=== Data records ===

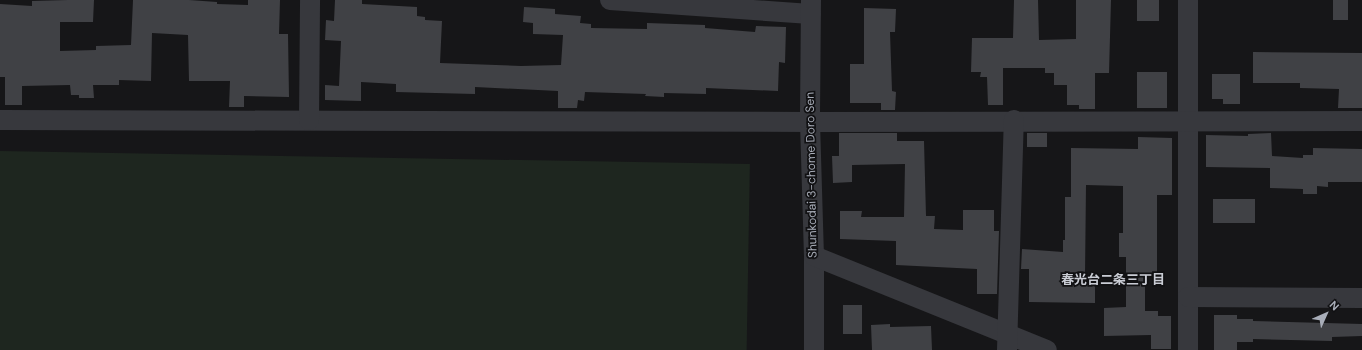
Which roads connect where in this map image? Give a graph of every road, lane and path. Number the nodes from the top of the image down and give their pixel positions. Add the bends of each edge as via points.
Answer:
1 (310, 0) edge
2 (610, 0) edge
3 (1188, 0) edge
4 (811, 7) edge
5 (0, 120) edge
6 (309, 120) junction
7 (1014, 120) junction
8 (1188, 120) junction
9 (1362, 120) edge
10 (810, 122) junction
11 (814, 256) junction
12 (1188, 297) junction
13 (1362, 298) edge
14 (1007, 342) edge
15 (814, 350) edge
16 (1047, 350) edge
17 (1188, 350) edge

1 - 6 street
2 - 4 street
3 - 8 street
4 - 10 street, Shunkodai 3-chome Doro Sen
5 - 6 street
6 - 10 street
7 - 8 street
7 - 10 street
7 - 14 street
8 - 9 street
8 - 12 street
10 - 11 street, Shunkodai 3-chome Doro Sen
11 - 14 street
11 - 15 street, Shunkodai 3-chome Doro Sen
12 - 13 street
12 - 17 street
14 - 16 street

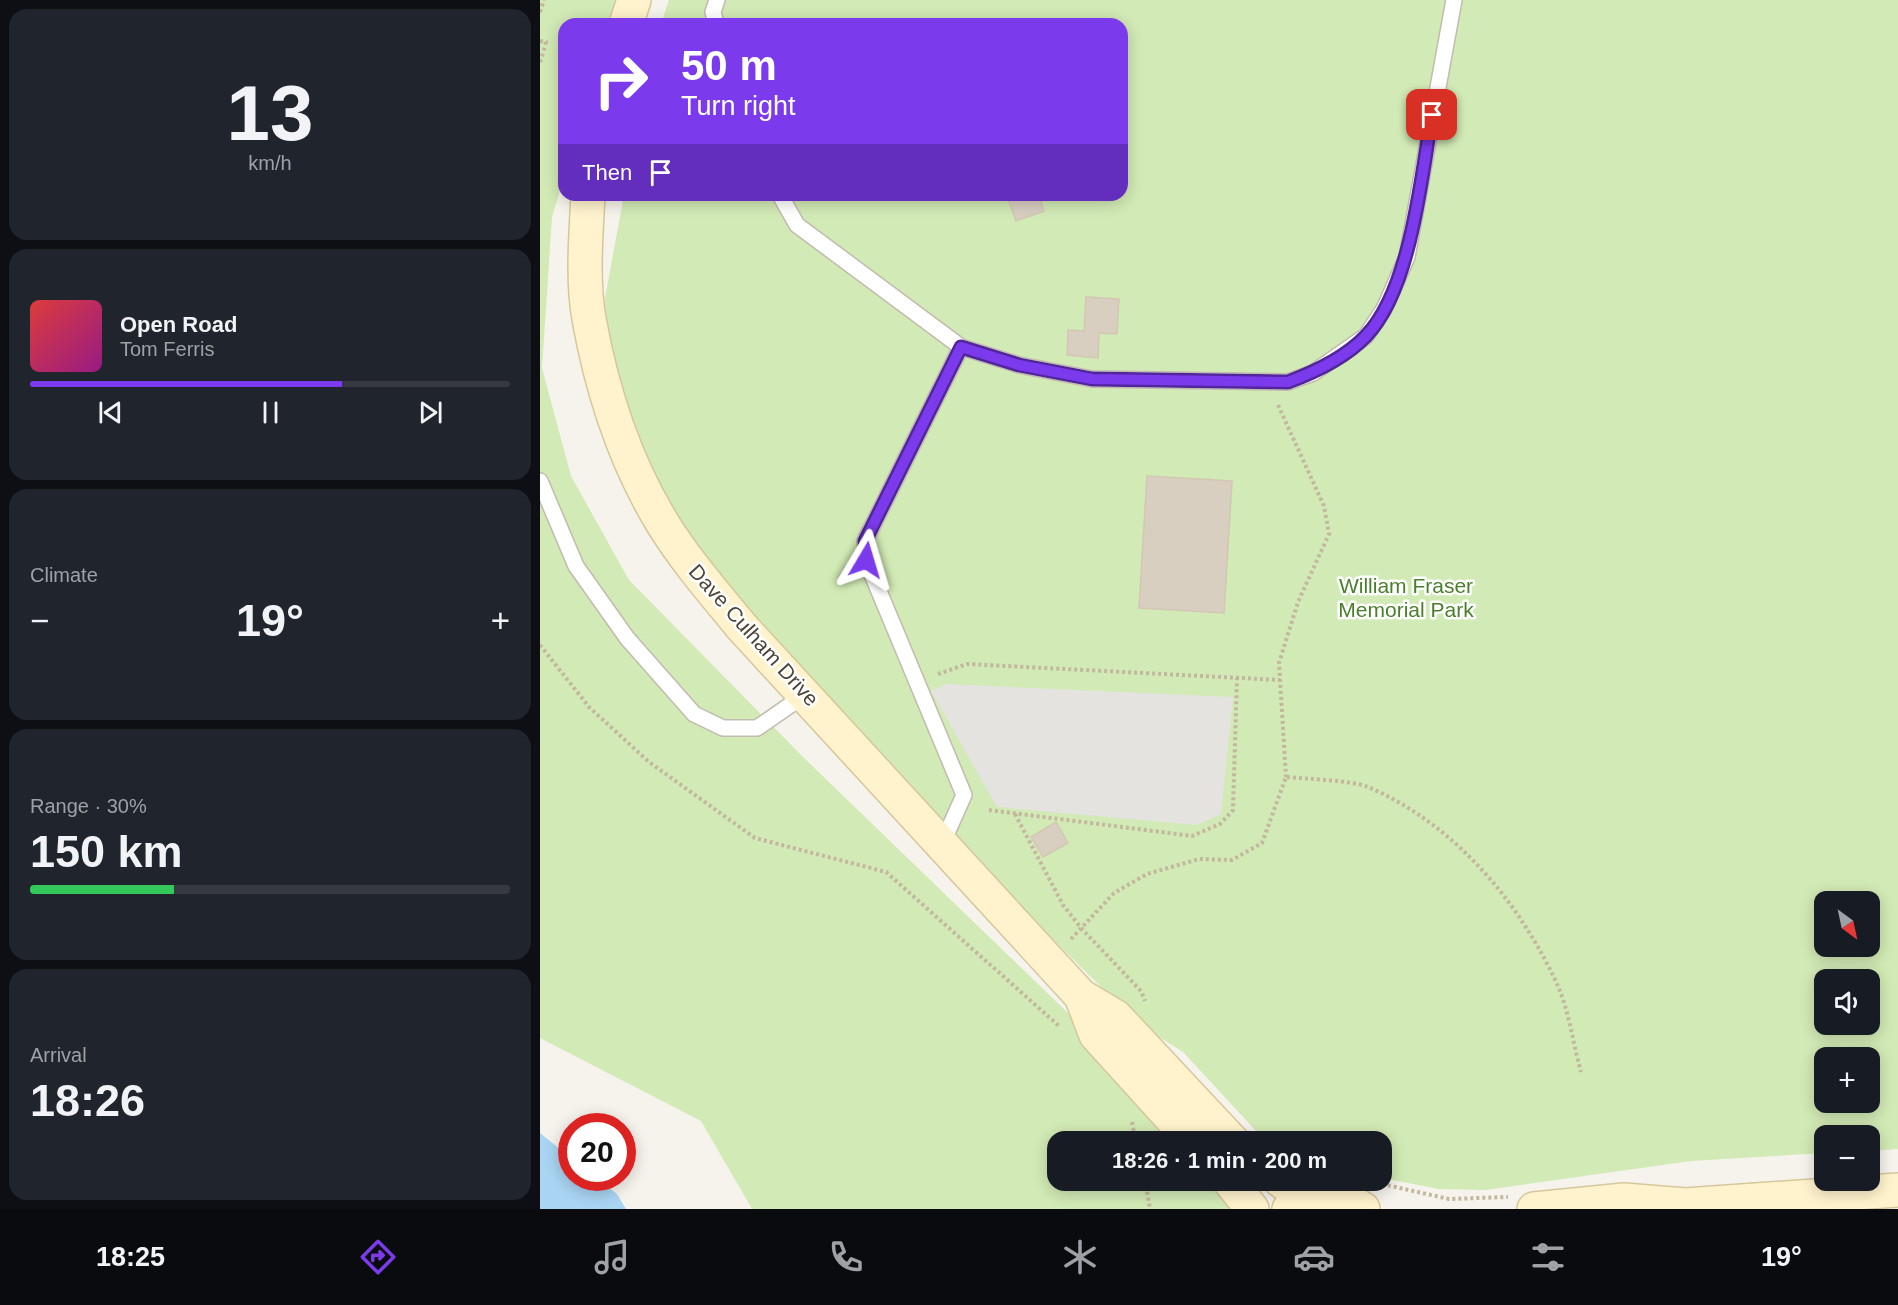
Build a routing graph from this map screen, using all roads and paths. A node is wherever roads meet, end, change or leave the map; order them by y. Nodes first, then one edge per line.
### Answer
1 (544, 0) edge
2 (634, 0) edge
3 (717, 0) edge
4 (1454, 0) edge
5 (540, 12) edge
6 (628, 18) edge
7 (714, 18) edge
8 (540, 41) edge
9 (540, 63) edge
10 (588, 201) edge
11 (783, 201) edge
12 (961, 347) junction
13 (1268, 381) junction
14 (540, 481) edge
15 (540, 645) edge
16 (1237, 678) junction
17 (1280, 680) junction
18 (914, 682) junction
19 (806, 694) junction
20 (1286, 777) junction
21 (988, 810) dead end
22 (1014, 814) junction
23 (942, 844) junction
24 (1081, 928) junction
25 (1049, 961) junction
26 (1081, 996) junction
27 (1149, 1010) dead end
28 (1062, 1029) dead end
29 (1581, 1072) dead end
30 (1130, 1111) dead end
31 (1134, 1131) edge
32 (1183, 1131) edge
33 (1223, 1131) edge
34 (1898, 1190) edge
35 (1146, 1191) edge
36 (1238, 1191) edge
37 (1288, 1191) edge
38 (1370, 1196) edge
39 (1526, 1203) edge
40 (1298, 1205) edge
41 (1679, 1207) edge
42 (1150, 1209) edge
43 (1252, 1209) edge

1 - 5 path
2 - 6 main road
3 - 7 lane
4 - 13 lane
8 - 9 path
10 - 19 main road, Dave Culham Drive
11 - 12 lane
12 - 13 lane
12 - 18 lane
13 - 17 path
14 - 19 lane
15 - 28 path
16 - 17 path
16 - 18 path
16 - 22 path
17 - 20 path
18 - 23 lane
19 - 23 main road, Dave Culham Drive
20 - 24 path
20 - 29 path
21 - 22 path
22 - 24 path
23 - 25 main road, Dave Culham Drive
24 - 25 path
24 - 27 path
25 - 26 main road, Dave Culham Drive
26 - 32 main road, Dave Culham Drive
26 - 33 main road, Dave Culham Drive
30 - 31 path
34 - 41 main road
35 - 42 path
36 - 43 main road
37 - 40 main road
38 - 39 path
38 - 40 main road
39 - 41 main road

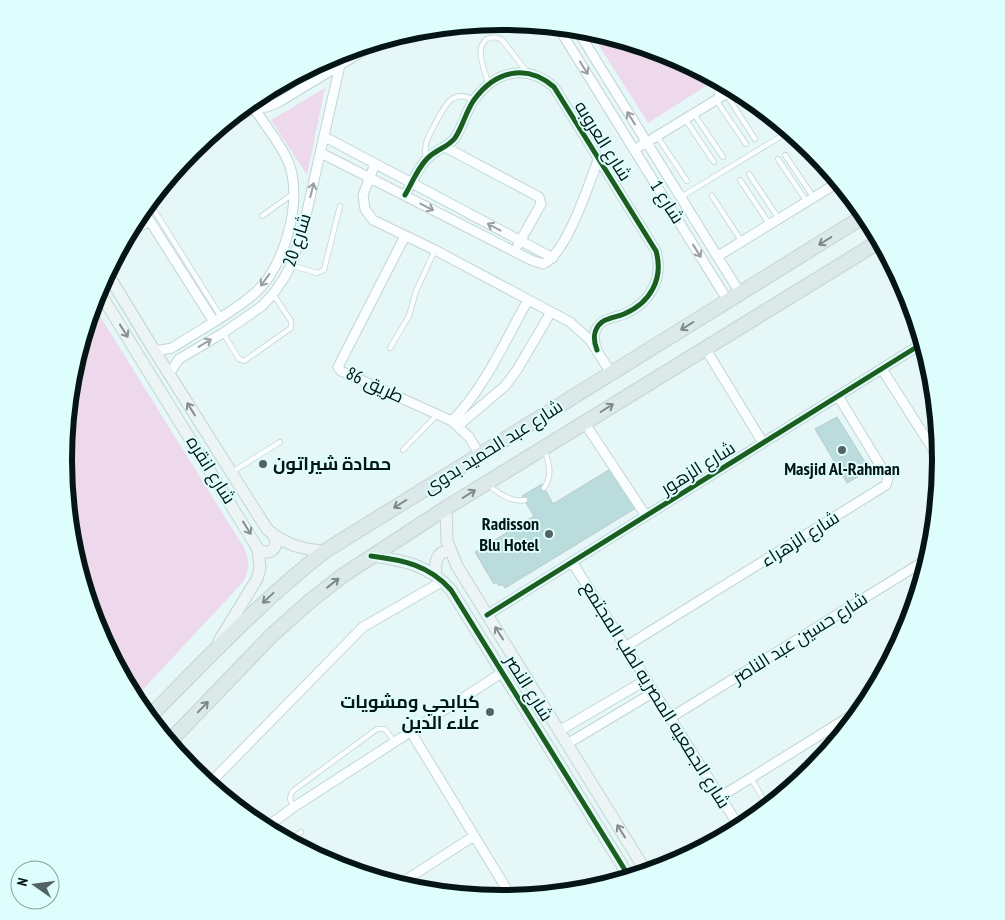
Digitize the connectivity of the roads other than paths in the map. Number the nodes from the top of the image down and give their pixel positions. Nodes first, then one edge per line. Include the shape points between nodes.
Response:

===

▶ **Instructions for the task**:
Using the records above, filter out every line that lacks the string "pixel" and copy the rest.

▶ **Reply to the task**:
Which roads connect where in this map image? Give a graph of every road, lane and path. Number the nodes from the top of the image down and give their pixel positions. Add the bends of each edge as via points.
Digitize the connectivity of the roads other than paths in the map. Number the nodes from the top of the image down and give their pixel positions. Nodes first, then one edge per line. Include the shape points between nodes.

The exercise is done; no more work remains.